RSS feed reader software could be more robust, less expensive to operate, and faster at responding to user input by thinking of it simply as two layers of caches: one cache that’s always publicly reachable on the internet, and any number of second-tier caches running on the end-user’s devices. WebSub together with RFC5005, the Feed Paging and Archiving specification, gives us a foundation for the first layer; JMAP is a strong contender for the second layer.

My plea is for developers who are working in the RSS feed ecosystem to implement these standards, and for the rest of you to advocate for these standards with the developers of your favorite tools.
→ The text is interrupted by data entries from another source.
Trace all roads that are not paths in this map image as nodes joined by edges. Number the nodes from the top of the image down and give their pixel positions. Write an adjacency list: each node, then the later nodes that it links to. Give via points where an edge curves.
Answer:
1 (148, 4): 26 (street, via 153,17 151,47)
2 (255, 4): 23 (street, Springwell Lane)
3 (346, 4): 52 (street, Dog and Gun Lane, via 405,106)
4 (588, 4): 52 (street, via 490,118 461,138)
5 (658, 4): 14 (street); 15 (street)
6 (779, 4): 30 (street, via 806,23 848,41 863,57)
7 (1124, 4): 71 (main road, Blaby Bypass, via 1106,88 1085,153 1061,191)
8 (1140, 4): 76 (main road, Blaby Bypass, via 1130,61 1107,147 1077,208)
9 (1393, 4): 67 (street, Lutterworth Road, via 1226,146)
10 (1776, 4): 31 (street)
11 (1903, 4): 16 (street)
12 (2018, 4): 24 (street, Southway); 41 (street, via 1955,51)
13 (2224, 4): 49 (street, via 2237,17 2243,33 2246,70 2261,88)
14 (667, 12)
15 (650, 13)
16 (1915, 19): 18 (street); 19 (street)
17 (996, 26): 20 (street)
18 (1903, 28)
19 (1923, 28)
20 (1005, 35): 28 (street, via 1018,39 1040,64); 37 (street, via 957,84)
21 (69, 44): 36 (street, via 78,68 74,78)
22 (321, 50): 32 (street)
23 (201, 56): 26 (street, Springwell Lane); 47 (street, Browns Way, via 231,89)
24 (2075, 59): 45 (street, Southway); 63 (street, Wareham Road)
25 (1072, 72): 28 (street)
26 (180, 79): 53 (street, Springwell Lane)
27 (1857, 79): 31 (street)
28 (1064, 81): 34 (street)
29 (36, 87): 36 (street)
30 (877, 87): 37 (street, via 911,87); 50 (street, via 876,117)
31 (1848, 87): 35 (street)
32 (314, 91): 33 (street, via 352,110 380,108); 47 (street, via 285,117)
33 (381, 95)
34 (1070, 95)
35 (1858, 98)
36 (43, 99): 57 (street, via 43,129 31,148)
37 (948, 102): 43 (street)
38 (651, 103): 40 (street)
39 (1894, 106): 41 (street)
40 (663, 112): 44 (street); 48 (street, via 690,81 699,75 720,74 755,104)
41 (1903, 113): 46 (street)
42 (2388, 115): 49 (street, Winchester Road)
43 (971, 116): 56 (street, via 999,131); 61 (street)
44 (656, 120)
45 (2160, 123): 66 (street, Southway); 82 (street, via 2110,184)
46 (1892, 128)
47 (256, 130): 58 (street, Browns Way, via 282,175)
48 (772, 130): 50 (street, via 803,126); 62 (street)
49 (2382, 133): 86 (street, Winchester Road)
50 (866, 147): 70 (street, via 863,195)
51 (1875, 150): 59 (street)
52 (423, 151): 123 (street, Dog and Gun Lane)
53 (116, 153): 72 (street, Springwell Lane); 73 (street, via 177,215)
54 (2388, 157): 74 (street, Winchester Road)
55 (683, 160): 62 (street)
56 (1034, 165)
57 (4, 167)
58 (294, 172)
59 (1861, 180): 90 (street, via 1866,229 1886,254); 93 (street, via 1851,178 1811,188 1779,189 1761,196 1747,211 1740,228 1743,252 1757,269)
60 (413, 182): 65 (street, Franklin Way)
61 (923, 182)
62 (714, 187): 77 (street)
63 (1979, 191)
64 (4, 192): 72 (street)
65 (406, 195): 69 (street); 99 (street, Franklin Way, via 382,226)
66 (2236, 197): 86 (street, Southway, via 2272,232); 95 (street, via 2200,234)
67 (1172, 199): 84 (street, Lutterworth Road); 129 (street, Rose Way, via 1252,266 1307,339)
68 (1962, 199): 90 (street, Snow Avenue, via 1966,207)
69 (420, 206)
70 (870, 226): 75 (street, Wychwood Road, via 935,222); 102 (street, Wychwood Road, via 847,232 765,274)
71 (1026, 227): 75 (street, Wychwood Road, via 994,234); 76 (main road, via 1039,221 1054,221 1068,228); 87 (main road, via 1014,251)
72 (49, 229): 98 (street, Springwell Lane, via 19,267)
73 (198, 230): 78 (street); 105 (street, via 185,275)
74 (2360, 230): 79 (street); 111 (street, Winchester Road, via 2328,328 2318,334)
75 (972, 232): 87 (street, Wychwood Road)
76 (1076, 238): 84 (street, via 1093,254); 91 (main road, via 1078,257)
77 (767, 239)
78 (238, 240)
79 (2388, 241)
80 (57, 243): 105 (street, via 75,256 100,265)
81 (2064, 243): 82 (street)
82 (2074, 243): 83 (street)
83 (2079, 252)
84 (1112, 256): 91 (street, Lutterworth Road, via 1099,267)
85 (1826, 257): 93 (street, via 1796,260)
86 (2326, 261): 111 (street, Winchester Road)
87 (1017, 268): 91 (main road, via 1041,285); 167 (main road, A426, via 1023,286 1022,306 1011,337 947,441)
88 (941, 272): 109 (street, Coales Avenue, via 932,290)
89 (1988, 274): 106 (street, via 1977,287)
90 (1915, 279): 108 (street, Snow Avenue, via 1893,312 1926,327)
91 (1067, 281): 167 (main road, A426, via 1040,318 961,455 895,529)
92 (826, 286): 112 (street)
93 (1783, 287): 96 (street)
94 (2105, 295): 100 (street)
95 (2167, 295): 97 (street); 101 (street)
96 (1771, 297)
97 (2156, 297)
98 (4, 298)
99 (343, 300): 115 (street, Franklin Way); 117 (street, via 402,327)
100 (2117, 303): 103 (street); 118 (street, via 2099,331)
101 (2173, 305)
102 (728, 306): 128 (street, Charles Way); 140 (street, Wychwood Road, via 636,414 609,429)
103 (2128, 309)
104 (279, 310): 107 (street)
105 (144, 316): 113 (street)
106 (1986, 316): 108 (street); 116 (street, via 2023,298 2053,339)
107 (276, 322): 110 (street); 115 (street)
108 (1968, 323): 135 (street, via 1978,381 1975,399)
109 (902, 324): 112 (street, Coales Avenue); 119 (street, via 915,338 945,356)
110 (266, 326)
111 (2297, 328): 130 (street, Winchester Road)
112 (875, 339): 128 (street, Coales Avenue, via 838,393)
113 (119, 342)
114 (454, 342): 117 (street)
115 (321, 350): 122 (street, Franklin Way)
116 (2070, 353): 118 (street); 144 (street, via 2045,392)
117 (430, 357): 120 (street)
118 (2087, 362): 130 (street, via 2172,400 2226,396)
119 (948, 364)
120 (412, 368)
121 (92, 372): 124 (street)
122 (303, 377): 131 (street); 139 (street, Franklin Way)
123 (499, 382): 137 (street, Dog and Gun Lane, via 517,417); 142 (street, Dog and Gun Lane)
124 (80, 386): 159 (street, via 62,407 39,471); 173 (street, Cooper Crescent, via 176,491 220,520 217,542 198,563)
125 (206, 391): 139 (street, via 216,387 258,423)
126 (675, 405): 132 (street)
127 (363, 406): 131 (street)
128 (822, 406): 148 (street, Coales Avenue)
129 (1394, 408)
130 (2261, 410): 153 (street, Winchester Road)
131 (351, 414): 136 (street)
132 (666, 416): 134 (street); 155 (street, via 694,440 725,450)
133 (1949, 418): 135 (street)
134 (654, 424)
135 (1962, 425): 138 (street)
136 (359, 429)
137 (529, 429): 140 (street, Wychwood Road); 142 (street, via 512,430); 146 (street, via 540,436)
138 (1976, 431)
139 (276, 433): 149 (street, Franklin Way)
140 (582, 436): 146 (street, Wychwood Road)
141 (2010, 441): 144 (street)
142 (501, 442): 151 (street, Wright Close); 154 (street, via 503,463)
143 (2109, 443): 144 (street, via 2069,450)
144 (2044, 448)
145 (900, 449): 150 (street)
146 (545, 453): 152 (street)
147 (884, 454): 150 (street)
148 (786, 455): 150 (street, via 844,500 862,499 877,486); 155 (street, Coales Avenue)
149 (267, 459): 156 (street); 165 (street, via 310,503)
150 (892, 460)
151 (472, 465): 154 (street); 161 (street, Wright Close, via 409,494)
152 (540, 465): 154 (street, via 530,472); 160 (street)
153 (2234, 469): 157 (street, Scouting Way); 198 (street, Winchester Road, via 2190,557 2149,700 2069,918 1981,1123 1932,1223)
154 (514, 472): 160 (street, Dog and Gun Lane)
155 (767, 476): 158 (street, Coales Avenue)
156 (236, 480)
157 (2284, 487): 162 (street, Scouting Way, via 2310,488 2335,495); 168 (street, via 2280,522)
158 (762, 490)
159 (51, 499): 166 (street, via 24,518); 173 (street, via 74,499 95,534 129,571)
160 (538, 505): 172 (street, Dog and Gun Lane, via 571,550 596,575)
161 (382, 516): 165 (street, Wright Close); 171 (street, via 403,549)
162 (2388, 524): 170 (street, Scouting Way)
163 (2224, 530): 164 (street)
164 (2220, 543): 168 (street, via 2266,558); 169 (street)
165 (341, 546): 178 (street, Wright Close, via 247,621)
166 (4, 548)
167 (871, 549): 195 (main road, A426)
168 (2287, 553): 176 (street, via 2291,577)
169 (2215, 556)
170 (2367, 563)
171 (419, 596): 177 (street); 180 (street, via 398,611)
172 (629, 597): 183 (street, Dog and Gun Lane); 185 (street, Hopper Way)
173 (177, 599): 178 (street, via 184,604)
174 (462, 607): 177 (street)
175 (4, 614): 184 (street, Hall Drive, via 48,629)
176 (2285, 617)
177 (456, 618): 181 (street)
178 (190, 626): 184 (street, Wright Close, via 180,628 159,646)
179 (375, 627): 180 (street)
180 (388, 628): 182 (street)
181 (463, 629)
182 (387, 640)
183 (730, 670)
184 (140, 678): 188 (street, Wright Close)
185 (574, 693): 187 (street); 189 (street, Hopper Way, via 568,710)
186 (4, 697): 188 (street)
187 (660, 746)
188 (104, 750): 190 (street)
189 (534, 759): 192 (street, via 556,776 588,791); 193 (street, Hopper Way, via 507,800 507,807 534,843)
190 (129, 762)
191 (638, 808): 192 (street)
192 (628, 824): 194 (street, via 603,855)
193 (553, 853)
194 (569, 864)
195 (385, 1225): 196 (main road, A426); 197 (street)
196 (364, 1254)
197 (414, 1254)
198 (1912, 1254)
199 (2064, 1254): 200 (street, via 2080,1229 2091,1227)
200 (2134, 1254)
I’ve written several pieces of software related to RFC5005 which may help, including:

This blog is itself using my patched version of jekyll-feed, so you can also see an example of an archived feed at https://jamey.thesharps.us/feed.xml.

If you’ve read this far, you might also be interested in listening to these Hacker Public Radio episodes where clacke interviewed me and my fellow RFC5005 advocate, fluffy: part 1 and part 2.

Footnotes

  1. RSS is the most widely-recognized of the mechanisms for web syndication feeds, so in this article I often use that term generically. Personally, I prefer Atom, and other formats like JF2 or the Microformats-based h-feed are valid alternatives as well. 

  2. Of course, there’s also a lot of content out there where it’s necessary to see old posts in order to understand newer ones. Many podcasts and webcomics fall in this category, for example. I have a lot to say about that but it’s a topic for a later post. 

  3. I’m skipping over RFC5005’s section 3, “Paged Feeds”, because it explicitly is not intended for the kind of cache coherency I’m talking about in this post, and can’t be used for that purpose. The specification says, “[C]lients SHOULD NOT present paged feeds as coherent or complete, or make assumptions to that effect,” and, “Unlike paged feeds, archived feeds enable clients to do this without losing entries.”